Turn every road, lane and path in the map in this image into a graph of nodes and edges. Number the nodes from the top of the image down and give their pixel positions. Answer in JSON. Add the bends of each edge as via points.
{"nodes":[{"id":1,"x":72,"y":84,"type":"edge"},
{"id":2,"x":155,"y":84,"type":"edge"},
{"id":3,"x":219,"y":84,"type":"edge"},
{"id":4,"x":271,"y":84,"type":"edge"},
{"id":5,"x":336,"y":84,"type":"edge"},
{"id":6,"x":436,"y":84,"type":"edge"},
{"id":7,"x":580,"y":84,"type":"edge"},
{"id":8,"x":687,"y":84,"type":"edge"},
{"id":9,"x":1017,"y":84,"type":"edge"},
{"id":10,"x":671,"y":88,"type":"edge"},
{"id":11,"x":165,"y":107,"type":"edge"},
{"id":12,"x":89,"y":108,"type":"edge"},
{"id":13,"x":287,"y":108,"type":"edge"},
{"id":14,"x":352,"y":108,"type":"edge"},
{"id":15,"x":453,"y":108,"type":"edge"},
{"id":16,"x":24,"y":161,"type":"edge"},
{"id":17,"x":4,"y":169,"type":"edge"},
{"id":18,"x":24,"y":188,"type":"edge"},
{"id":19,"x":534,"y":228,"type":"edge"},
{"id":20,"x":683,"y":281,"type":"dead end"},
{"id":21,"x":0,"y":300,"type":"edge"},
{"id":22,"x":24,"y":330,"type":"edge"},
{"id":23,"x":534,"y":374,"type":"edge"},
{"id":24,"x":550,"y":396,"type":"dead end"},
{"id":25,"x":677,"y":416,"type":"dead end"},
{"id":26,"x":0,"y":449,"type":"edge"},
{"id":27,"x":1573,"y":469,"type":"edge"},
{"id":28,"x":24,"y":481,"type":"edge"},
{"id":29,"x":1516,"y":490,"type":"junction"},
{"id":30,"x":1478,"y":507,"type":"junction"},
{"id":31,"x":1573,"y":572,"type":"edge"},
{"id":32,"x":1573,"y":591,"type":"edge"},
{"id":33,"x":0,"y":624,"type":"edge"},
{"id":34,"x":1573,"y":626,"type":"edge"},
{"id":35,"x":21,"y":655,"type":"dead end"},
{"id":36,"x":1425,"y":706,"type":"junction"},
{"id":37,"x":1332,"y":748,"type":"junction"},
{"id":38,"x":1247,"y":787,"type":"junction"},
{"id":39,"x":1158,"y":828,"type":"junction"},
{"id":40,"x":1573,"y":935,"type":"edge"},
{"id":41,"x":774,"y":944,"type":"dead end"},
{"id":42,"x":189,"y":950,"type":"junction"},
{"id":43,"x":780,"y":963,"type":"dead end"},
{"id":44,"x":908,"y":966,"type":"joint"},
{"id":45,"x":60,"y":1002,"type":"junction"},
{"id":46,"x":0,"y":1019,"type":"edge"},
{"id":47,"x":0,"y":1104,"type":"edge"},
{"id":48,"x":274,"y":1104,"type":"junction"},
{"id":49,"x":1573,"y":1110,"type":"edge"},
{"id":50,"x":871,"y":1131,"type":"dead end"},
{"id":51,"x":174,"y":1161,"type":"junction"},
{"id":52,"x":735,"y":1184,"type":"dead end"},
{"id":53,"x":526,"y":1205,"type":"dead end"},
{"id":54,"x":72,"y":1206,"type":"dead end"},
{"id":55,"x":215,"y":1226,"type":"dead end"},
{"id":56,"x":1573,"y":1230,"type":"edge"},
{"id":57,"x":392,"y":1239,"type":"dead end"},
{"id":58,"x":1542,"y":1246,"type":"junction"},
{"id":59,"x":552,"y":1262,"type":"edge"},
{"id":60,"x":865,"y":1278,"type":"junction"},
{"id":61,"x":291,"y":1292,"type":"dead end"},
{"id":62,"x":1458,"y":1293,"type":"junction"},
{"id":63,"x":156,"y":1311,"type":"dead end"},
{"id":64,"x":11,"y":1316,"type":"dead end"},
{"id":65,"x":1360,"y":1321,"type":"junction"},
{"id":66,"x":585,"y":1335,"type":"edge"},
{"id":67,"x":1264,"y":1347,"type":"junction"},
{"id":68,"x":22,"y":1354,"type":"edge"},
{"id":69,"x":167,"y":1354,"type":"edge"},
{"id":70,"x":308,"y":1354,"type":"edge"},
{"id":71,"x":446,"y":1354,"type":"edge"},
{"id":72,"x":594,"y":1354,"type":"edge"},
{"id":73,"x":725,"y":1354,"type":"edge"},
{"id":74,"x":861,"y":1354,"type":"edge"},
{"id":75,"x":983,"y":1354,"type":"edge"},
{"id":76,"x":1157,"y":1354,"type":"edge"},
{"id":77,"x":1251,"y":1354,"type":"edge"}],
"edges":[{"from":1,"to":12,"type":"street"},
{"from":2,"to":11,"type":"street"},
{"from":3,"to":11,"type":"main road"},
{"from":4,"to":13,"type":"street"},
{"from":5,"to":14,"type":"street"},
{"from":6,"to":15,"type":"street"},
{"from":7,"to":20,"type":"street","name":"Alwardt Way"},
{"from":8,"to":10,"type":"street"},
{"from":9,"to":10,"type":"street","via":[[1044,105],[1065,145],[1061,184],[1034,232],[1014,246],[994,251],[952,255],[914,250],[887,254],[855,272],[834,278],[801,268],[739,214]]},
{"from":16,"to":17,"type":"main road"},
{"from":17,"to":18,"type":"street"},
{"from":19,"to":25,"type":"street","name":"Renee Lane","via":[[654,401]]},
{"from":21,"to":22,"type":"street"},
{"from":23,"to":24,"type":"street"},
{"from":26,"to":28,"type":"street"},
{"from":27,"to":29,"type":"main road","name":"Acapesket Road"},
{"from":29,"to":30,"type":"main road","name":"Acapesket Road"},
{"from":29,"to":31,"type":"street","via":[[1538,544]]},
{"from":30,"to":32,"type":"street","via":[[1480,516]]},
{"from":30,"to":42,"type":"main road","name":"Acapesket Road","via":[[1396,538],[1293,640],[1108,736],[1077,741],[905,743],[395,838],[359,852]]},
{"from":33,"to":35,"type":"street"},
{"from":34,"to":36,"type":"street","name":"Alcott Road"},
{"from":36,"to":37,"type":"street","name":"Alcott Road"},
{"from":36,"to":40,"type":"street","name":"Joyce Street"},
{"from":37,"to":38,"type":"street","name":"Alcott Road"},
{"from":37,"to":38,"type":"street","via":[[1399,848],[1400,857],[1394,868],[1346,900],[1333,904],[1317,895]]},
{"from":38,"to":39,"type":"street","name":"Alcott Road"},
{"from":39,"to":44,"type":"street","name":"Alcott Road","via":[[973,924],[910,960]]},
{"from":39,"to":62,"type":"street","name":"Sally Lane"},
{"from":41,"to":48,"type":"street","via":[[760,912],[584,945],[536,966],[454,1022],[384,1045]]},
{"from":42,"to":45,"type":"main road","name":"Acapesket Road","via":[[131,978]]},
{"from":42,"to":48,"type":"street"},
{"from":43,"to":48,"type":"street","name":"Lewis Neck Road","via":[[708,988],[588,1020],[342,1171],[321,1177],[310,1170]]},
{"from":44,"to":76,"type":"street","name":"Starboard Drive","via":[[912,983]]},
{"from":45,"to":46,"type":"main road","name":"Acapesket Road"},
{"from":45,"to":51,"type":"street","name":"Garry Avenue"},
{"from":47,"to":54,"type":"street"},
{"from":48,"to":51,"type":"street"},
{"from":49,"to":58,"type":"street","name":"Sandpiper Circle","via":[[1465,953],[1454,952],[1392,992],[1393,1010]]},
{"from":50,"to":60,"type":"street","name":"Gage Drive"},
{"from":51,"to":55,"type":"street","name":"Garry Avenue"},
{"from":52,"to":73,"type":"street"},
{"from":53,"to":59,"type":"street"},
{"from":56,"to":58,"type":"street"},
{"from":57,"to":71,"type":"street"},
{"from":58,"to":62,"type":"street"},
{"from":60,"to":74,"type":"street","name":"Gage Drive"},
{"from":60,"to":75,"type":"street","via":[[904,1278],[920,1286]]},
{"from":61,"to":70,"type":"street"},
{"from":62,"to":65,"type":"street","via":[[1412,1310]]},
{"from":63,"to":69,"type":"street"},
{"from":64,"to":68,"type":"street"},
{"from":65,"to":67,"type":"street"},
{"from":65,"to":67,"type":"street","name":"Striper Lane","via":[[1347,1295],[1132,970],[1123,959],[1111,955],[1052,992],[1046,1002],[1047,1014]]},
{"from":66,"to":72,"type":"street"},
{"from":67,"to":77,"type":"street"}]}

● **Required work**:
Your task is to copy every line of the entries that contains the string "Alcott".

● **The answer**:
{"from":34,"to":36,"type":"street","name":"Alcott Road"},
{"from":36,"to":37,"type":"street","name":"Alcott Road"},
{"from":37,"to":38,"type":"street","name":"Alcott Road"},
{"from":38,"to":39,"type":"street","name":"Alcott Road"},
{"from":39,"to":44,"type":"street","name":"Alcott Road","via":[[973,924],[910,960]]},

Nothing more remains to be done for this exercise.